Self-control is like the crossing guard who stops the traffic of negativity…. When fear rises, self-control joyfully rises up from inside of us. He puts his hand out and says, “Stop right there! There is no fear in perfect love [1 John 4:18], so fear, you stay there, and perfect love, you come right on through. …” [Self-control] is like pressing a pause button: it creates the stillness that allows us to hear Him saying, “Take a deep breath. Be at peace.

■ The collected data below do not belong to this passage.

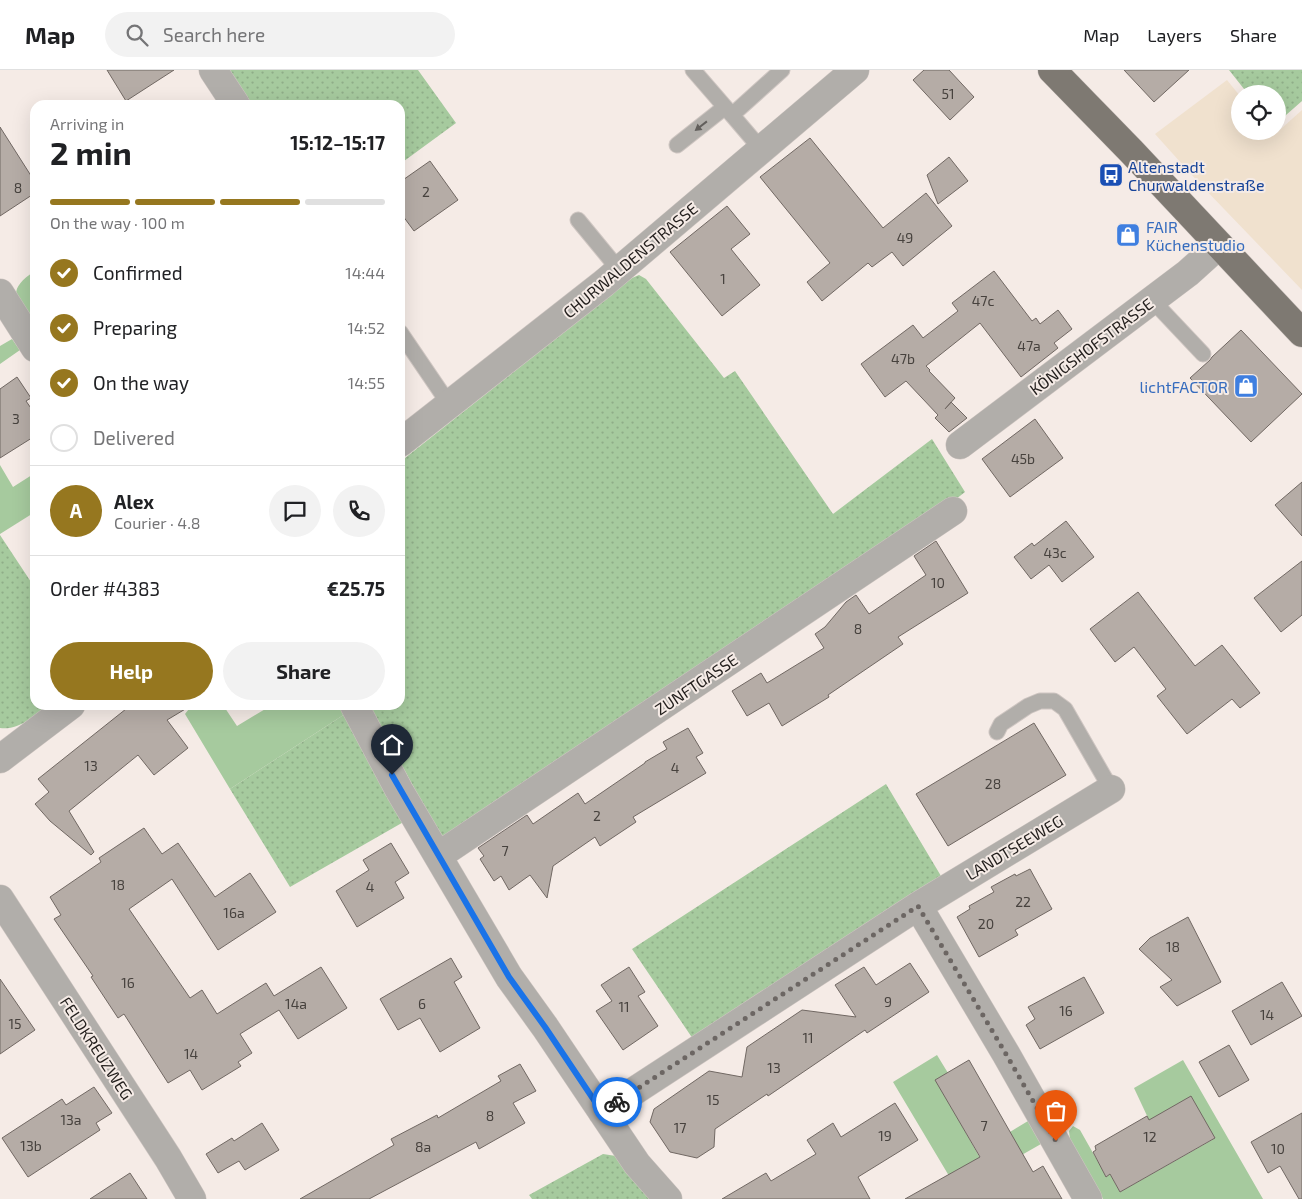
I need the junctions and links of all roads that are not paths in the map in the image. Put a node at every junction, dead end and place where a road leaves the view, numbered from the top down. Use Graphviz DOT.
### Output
graph roads {
  1 [pos="213,70"];
  2 [pos="693,70"];
  3 [pos="782,70"];
  4 [pos="1052,70"];
  5 [pos="855,76"];
  6 [pos="233,100"];
  7 [pos="729,111"];
  8 [pos="677,145"];
  9 [pos="761,149"];
  10 [pos="578,220"];
  11 [pos="1219,245"];
  12 [pos="620,271"];
  13 [pos="0,293"];
  14 [pos="1152,300"];
  15 [pos="1302,333"];
  16 [pos="405,339"];
  17 [pos="30,340"];
  18 [pos="1203,354"];
  19 [pos="449,404"];
  20 [pos="405,439"];
  21 [pos="960,445"];
  22 [pos="954,511"];
  23 [pos="64,710"];
  24 [pos="357,710"];
  25 [pos="997,732"];
  26 [pos="0,759"];
  27 [pos="1111,789"];
  28 [pos="438,856"];
  29 [pos="0,899"];
  30 [pos="918,906"];
  31 [pos="602,1112"];
  32 [pos="192,1199"];
  33 [pos="668,1199"];
  34 [pos="1088,1199"];
  1 -- 6 [label="street"];
  2 -- 7 [label="lane"];
  3 -- 7 [label="lane"];
  4 -- 11 [label="main road"];
  5 -- 9 [label="street, CHURWALDENSTRASSE"];
  7 -- 8 [label="lane, one-way"];
  7 -- 9 [label="lane"];
  9 -- 12 [label="street, CHURWALDENSTRASSE"];
  10 -- 12 [label="lane"];
  11 -- 14 [label="street, KÖNIGSHOFSTRASSE"];
  11 -- 15 [label="main road"];
  12 -- 19 [label="street, CHURWALDENSTRASSE"];
  13 -- 17 [label="street"];
  14 -- 18 [label="lane"];
  14 -- 21 [label="street, KÖNIGSHOFSTRASSE"];
  16 -- 19 [label="lane"];
  19 -- 20 [label="street, CHURWALDENSTRASSE"];
  22 -- 28 [label="street, ZUNFTGASSE"];
  23 -- 26 [label="street"];
  24 -- 28 [label="street"];
  25 -- 27 [label="lane"];
  27 -- 30 [label="street, LANDTSEEWEG"];
  28 -- 31 [label="street"];
  29 -- 32 [label="street, FELDKREUZWEG"];
  30 -- 31 [label="street, LANDTSEEWEG"];
  30 -- 34 [label="street"];
  31 -- 33 [label="street"];
}
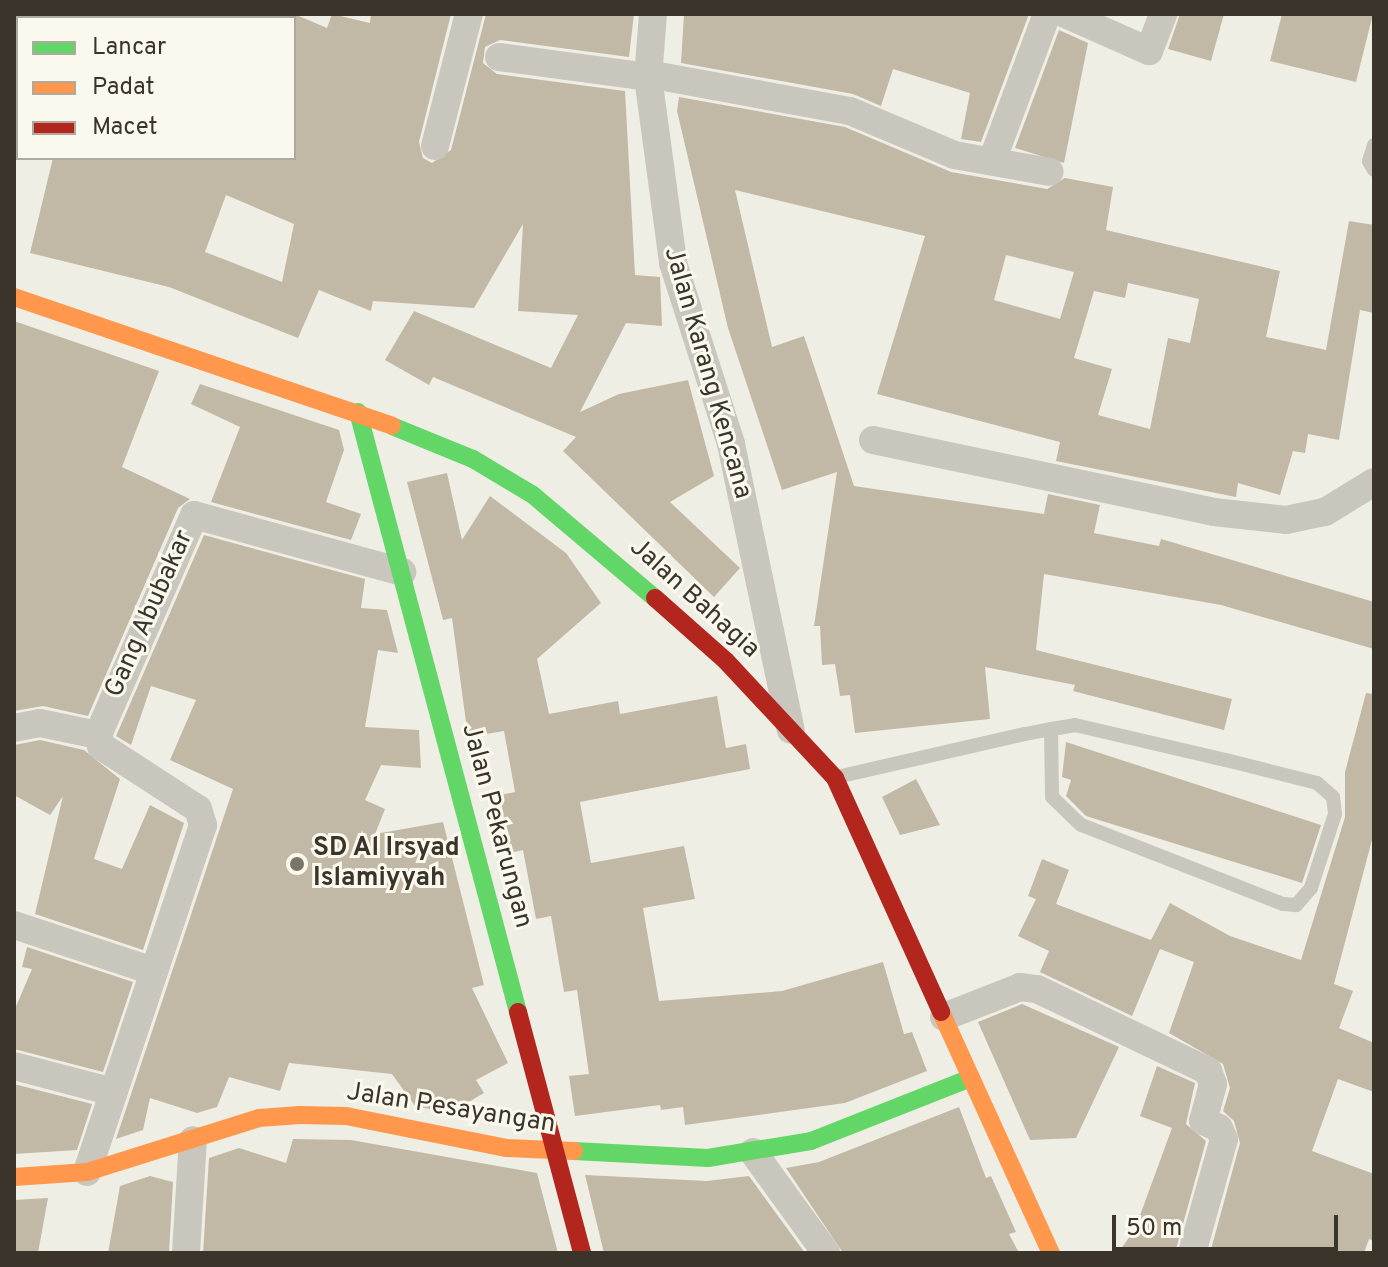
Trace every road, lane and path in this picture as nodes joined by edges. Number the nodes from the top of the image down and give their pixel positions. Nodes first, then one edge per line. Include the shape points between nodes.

Don’t fear.” It gives us a “pause moment” when we can be still and come into a greater awareness that He is God….

He finishes off speaking once again in the prophetic:

“My peace … will elevate you to a place of stillness, rest, and confidence where you’ll know that I am God.

“Stillness, rest, and confidence”: that perfectly described the great calm that had enveloped me as I awoke from my nap and moved on with the rest of that glorious day.

The next morning when I got up, wanting to once again remind myself of my powerful place in Christ, I linked my hands on my wrists once more and repeated the current theme: “Jesus, I am in You and You are in me. I am hanging on to You and You are hanging on to me.” 

In a split second, an entire thought flashed through my mind. 

“Yes, Lord,” I responded, “there is a difference between how I hang on to You and how You hang on to me. I hang on to You because I need You; You hang on to me because You love me.”